3.22 Disclosure. All information relating to or concerning the Company or its Subsidiaries set forth in this Agreement and provided to the Purchaser pursuant to this Agreement and otherwise in connection with the transactions contemplated hereby is true and correct in all material respects and the Company has not omitted to state any material fact necessary in order to make the statements made herein or therein, in light of the circumstances under which they were made, not misleading. No event or circumstance has occurred or exists with respect to the Company or any Subsidiary or its or their business, properties, prospects, operations or financial conditions, which, under applicable Law, requires public disclosure or announcement by the Company but which has not been so publicly announced or disclosed (assuming for this purpose that the Company’s reports filed under the Exchange Act are being incorporated into an effective registration statement filed by the Company under the Securities Act). Except with respect to the material terms and conditions of the transactions contemplated by this Agreement, the Company confirms that neither it nor any other person acting on its behalf has provided any of the Purchaser or their agents or counsel with any information that it believes constitutes or might constitute material, non-public information. The Company understands and confirms that the Purchaser will rely on the foregoing representation in effecting the transactions contemplated by this Agreement and any transactions in securities of the Company. The Company acknowledges and agrees that no Purchaser makes or has made any representations or warranties with respect to the transactions contemplated hereby other than those specifically set forth in Section 5 hereof.

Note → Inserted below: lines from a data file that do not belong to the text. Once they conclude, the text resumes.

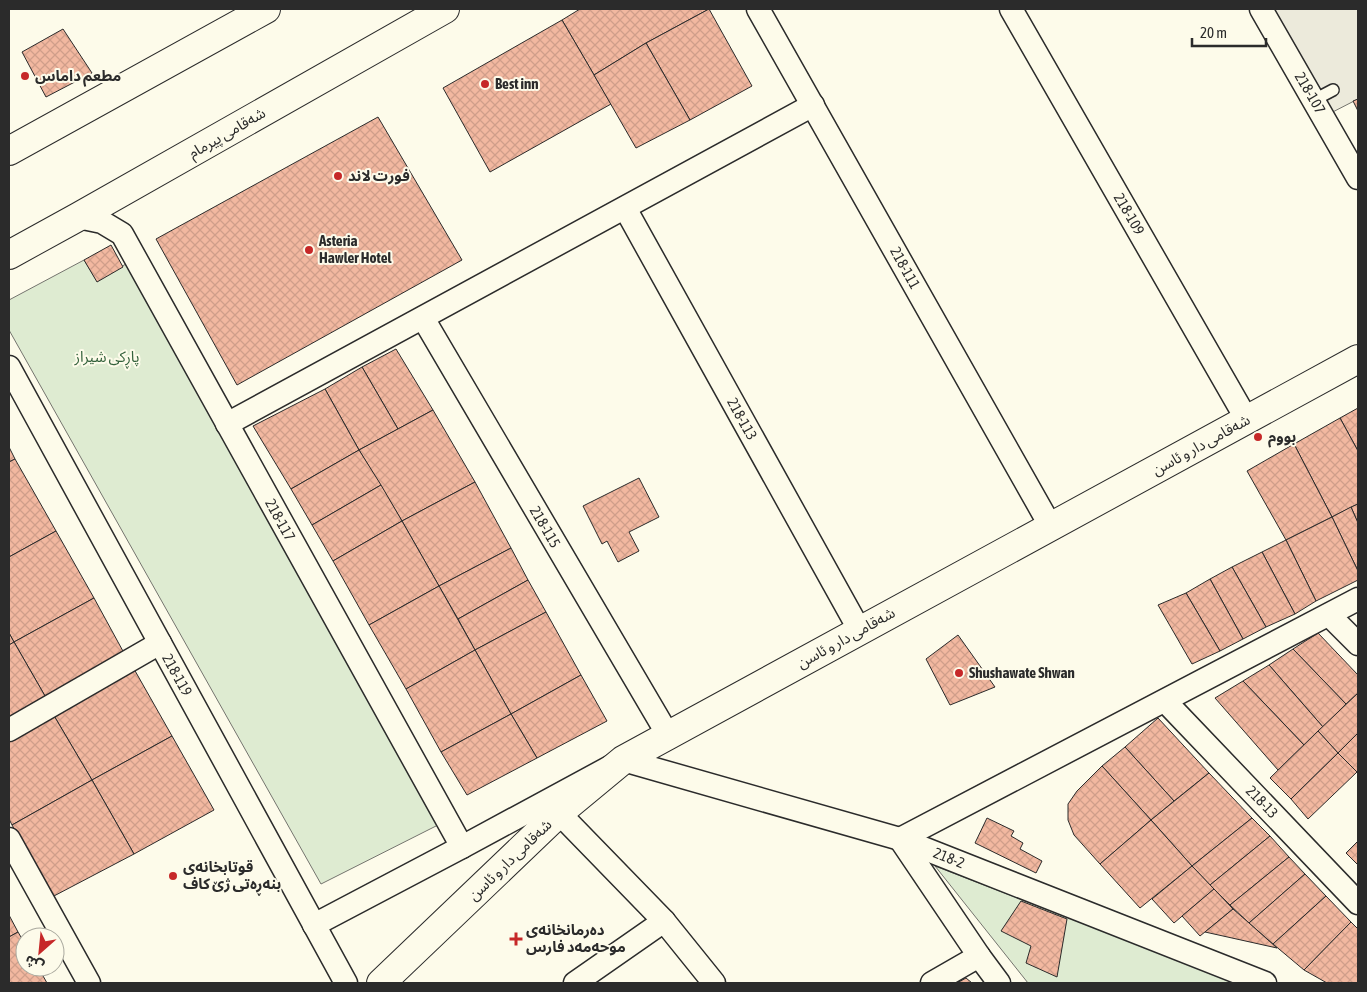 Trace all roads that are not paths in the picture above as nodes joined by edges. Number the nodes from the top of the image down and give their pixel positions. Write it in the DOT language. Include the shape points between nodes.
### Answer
graph roads {
  1 [pos="266,9"];
  2 [pos="445,9"];
  3 [pos="758,9"];
  4 [pos="1011,9"];
  5 [pos="1261,9"];
  6 [pos="813,105"];
  7 [pos="9,151"];
  8 [pos="1358,178"];
  9 [pos="625,208"];
  10 [pos="78,217"];
  11 [pos="9,255"];
  12 [pos="423,318"];
  13 [pos="1358,360"];
  14 [pos="9,367"];
  15 [pos="1247,420"];
  16 [pos="228,424"];
  17 [pos="1051,527"];
  18 [pos="1358,599"];
  19 [pos="1329,615"];
  20 [pos="860,631"];
  21 [pos="160,643"];
  22 [pos="1358,644"];
  23 [pos="1165,701"];
  24 [pos="9,730"];
  25 [pos="668,735"];
  26 [pos="623,760"];
  27 [pos="559,812"];
  28 [pos="900,838"];
  29 [pos="9,839"];
  30 [pos="462,847"];
  31 [pos="1358,904"];
  32 [pos="664,921"];
  33 [pos="314,925"];
  34 [pos="978,956"];
  35 [pos="90,983"];
  36 [pos="346,983"];
  37 [pos="381,983"];
  38 [pos="575,983"];
  39 [pos="714,983"];
  40 [pos="932,983"];
  41 [pos="999,983"];
  42 [pos="1265,983"];
  1 -- 7 [label="main road"];
  2 -- 10 [label="main road, شەقامی پیرمام"];
  3 -- 6 [label="street, 218-111"];
  4 -- 15 [label="street, 218-109"];
  5 -- 8 [label="street, 218-107" via="1323,95"];
  6 -- 9 [label="street"];
  6 -- 17 [label="street, 218-111"];
  9 -- 12 [label="street"];
  9 -- 20 [label="street, 218-113"];
  10 -- 11 [label="main road, شەقامی پیرمام"];
  10 -- 16 [label="street, 218-117" via="102,222 122,234"];
  12 -- 16 [label="street"];
  12 -- 25 [label="street, 218-115"];
  13 -- 15 [label="main road, شەقامی دار و ئاسن"];
  14 -- 21 [label="street, 218-119"];
  15 -- 17 [label="main road, شەقامی دار و ئاسن"];
  16 -- 30 [label="street, 218-117"];
  17 -- 20 [label="main road, شەقامی دار و ئاسن"];
  18 -- 19 [label="street"];
  19 -- 22 [label="street"];
  19 -- 23 [label="street"];
  20 -- 25 [label="main road, شەقامی دار و ئاسن"];
  21 -- 24 [label="street"];
  21 -- 33 [label="street, 218-119"];
  23 -- 28 [label="street"];
  23 -- 31 [label="street, 218-13"];
  25 -- 26 [label="main road, شەقامی دار و ئاسن"];
  26 -- 27 [label="main road, شەقامی دار و ئاسن"];
  26 -- 28 [label="street, 218-2"];
  26 -- 30 [label="street"];
  27 -- 32 [label="street"];
  27 -- 37 [label="main road, شەقامی دار و ئاسن"];
  28 -- 34 [label="street"];
  28 -- 42 [label="street, 218-2"];
  29 -- 35 [label="street"];
  30 -- 33 [label="street"];
  32 -- 38 [label="street"];
  32 -- 39 [label="street"];
  33 -- 36 [label="street, 218-119"];
  34 -- 40 [label="street"];
  34 -- 41 [label="street"];
}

3.23 Transactions With Affiliates and Employees. Except as set forth in the SEC Filings, none of the officers or directors of the Company or any Subsidiary and, to the knowledge of the Company, none of the employees of the Company or any Subsidiary is presently a party to any transaction with the Company or any Subsidiary (other than for services as employees, officers and directors), including any contract, agreement or other arrangement providing for the furnishing of services to or by, providing for rental of real or personal property to or from providing for the borrowing of money from or lending of money to, or otherwise requiring payments to or from any officer, director or such employee or, to the knowledge of the Company, any entity in which any officer, director, or any such employee has a substantial interest or is an officer, director, trustee, stockholder, member or partner, in each case in excess of $120,000 other than for: (i) payment of salary or consulting fees for services rendered, (ii) reimbursement for expenses incurred on behalf of the Company and (iii) other employee benefits, including stock option agreements under any stock option plan of the Company.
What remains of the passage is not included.